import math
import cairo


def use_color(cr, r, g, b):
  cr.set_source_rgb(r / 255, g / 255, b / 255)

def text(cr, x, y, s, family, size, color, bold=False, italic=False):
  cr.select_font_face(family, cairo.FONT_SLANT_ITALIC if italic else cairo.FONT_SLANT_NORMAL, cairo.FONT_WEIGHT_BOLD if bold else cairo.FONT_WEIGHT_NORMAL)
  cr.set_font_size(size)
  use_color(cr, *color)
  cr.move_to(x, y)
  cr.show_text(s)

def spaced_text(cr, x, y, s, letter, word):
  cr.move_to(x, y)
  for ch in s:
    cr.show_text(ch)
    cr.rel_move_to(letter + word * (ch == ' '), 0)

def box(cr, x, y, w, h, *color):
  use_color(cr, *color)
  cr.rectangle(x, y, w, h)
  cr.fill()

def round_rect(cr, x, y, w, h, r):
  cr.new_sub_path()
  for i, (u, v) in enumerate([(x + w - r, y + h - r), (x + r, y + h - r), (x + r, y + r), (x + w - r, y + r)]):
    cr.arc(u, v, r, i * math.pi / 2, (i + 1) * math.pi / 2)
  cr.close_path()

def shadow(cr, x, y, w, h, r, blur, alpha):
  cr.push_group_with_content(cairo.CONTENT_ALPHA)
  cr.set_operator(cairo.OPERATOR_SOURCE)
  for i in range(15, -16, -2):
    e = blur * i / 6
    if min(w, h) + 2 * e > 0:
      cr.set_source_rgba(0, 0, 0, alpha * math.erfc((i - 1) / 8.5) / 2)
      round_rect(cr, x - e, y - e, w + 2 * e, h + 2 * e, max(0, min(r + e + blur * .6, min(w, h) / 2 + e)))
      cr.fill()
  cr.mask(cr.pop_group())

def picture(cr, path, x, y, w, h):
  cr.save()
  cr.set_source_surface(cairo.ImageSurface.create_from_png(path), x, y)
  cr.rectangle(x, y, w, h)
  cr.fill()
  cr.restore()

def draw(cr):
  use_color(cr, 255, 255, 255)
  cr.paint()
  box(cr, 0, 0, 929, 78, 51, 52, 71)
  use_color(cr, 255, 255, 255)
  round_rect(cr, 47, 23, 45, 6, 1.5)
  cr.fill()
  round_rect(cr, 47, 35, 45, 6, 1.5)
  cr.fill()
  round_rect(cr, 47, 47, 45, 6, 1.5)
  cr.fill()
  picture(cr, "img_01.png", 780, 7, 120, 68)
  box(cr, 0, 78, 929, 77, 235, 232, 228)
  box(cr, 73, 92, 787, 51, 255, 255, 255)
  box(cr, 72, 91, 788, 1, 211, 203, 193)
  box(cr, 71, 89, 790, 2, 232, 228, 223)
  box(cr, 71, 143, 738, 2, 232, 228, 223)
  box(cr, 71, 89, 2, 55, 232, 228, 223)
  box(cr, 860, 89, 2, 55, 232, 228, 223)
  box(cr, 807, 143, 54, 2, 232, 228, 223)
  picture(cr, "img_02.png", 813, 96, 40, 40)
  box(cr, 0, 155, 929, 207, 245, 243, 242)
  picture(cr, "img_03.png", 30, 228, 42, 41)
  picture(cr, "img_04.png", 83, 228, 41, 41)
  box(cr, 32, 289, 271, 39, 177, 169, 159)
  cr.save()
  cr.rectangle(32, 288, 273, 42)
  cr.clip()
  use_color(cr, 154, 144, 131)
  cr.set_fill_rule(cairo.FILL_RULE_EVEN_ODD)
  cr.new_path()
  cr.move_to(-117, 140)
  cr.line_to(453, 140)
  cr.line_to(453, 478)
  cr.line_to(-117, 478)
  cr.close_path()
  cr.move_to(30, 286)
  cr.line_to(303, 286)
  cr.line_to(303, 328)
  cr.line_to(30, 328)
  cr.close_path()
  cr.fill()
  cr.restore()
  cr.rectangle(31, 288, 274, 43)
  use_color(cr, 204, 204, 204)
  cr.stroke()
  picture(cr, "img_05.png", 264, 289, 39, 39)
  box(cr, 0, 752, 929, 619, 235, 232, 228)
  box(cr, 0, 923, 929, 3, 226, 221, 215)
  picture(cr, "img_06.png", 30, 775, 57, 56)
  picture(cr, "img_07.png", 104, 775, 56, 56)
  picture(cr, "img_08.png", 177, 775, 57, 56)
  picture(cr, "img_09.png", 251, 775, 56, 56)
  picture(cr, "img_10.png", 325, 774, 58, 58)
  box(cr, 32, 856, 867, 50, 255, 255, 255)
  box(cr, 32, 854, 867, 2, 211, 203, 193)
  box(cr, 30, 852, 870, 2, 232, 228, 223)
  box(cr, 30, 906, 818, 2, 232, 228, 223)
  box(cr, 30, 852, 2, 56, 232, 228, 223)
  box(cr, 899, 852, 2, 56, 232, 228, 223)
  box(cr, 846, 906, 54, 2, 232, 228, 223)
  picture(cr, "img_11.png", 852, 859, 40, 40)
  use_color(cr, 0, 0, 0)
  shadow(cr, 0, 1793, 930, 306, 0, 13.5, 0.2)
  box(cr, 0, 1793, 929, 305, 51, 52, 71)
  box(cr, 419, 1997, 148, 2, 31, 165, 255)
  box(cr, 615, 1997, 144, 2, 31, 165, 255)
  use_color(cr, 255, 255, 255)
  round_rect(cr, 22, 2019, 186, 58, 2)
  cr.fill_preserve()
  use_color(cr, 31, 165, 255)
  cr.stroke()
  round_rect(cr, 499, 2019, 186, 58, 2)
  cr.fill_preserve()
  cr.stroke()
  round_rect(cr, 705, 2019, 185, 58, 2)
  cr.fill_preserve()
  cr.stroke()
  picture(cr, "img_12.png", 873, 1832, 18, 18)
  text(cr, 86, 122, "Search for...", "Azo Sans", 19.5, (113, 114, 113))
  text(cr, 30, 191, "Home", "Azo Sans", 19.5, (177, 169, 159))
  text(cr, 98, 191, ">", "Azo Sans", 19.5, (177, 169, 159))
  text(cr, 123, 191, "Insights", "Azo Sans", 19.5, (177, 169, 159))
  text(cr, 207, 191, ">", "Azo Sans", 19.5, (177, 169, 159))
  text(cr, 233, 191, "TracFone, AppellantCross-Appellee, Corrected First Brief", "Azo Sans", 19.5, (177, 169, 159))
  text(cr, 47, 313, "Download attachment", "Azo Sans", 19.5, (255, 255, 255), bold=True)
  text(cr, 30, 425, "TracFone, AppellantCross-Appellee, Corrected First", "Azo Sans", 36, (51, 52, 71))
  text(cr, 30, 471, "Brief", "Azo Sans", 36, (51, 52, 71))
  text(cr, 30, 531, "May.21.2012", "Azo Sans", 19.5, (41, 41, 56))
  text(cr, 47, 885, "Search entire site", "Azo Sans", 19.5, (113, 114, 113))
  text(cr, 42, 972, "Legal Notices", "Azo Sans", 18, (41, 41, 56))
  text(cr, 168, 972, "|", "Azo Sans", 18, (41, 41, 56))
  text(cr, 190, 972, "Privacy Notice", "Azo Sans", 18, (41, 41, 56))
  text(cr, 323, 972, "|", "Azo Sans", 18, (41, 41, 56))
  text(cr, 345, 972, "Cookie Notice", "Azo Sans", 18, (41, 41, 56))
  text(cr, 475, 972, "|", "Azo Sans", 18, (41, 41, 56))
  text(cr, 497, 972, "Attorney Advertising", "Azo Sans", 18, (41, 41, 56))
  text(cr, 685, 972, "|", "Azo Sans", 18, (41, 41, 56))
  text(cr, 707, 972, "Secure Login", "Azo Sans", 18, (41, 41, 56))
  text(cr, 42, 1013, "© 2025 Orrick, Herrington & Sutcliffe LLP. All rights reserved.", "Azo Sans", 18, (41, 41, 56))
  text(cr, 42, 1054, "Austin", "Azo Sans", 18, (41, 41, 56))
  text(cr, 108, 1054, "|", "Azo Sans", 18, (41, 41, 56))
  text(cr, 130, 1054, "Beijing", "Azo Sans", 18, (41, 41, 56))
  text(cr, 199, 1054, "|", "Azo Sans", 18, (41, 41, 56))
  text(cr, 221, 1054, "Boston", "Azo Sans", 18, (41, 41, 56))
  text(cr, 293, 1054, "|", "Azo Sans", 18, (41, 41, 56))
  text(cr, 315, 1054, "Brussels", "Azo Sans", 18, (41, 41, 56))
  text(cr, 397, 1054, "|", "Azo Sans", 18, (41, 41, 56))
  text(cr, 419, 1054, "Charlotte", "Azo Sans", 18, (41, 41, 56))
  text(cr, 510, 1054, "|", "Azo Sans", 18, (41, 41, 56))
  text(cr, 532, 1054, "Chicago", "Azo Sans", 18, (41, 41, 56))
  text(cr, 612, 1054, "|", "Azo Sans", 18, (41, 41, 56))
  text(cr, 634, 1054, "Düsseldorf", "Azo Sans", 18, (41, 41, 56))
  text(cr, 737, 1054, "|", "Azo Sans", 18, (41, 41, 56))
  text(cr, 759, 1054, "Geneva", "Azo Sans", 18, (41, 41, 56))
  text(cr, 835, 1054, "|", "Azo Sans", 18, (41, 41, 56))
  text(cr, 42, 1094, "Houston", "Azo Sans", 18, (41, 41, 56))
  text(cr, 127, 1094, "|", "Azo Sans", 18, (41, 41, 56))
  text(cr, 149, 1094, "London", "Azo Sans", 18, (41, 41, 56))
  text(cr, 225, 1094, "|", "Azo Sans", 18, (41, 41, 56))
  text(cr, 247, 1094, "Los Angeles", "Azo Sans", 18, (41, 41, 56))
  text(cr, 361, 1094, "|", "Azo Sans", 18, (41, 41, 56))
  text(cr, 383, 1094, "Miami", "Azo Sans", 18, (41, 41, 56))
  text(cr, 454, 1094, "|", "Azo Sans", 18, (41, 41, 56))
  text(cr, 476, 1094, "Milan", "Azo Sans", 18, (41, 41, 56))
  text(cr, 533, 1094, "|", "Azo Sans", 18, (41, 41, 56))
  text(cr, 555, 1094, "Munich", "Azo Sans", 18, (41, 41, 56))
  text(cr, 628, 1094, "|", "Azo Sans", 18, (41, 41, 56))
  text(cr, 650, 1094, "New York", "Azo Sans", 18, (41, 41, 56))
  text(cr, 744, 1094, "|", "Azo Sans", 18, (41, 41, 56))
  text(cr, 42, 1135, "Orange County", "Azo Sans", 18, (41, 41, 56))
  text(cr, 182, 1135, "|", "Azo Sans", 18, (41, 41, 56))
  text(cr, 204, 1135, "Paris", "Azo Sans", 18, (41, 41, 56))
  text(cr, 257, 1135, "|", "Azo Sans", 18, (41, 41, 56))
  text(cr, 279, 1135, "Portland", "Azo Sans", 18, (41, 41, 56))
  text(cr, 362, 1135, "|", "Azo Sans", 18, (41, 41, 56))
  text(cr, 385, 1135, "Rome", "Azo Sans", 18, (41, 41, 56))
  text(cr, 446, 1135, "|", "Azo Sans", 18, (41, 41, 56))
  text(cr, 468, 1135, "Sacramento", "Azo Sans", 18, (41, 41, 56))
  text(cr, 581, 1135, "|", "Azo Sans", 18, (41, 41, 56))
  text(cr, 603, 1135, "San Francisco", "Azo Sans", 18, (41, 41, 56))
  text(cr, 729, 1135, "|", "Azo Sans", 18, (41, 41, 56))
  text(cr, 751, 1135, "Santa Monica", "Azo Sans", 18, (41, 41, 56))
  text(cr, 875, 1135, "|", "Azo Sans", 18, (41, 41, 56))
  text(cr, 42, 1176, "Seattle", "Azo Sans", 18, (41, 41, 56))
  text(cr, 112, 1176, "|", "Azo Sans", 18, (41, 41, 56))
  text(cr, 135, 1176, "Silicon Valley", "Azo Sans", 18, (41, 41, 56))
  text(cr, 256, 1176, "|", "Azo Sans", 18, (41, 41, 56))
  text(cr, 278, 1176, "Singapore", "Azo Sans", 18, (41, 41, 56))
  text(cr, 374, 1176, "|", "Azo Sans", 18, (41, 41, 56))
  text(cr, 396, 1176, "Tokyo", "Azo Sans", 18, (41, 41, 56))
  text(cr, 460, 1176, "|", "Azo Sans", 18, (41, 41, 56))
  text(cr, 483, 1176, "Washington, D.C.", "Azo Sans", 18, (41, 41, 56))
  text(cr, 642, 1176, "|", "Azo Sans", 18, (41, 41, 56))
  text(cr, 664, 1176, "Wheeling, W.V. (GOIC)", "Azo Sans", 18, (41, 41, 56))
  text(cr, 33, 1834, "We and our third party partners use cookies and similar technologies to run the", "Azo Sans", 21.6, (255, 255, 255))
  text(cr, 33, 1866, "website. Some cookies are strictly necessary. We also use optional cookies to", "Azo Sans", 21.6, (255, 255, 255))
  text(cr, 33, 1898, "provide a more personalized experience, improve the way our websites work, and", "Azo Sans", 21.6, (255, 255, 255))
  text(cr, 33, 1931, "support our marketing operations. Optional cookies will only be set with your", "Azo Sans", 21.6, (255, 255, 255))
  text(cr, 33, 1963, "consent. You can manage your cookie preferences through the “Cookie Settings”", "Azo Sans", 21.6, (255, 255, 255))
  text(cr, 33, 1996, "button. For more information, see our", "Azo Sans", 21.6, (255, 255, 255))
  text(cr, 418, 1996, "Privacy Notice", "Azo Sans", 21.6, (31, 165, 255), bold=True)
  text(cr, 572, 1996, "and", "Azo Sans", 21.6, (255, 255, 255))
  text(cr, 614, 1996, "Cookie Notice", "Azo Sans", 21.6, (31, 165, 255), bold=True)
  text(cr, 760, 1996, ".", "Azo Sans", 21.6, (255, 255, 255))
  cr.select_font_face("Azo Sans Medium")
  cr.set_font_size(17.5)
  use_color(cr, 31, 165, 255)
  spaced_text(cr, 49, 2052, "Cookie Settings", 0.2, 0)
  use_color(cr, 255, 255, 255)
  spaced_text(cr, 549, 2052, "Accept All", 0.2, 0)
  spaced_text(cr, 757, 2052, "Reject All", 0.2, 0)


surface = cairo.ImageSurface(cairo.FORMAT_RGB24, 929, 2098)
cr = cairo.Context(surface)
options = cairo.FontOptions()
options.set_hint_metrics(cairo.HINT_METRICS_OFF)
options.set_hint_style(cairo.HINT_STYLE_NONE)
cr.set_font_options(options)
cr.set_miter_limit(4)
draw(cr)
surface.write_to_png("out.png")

→ What to work on
Present each line from the listing that holds the string "math".

→ Written solution
import math
    cr.arc(u, v, r, i * math.pi / 2, (i + 1) * math.pi / 2)
      cr.set_source_rgba(0, 0, 0, alpha * math.erfc((i - 1) / 8.5) / 2)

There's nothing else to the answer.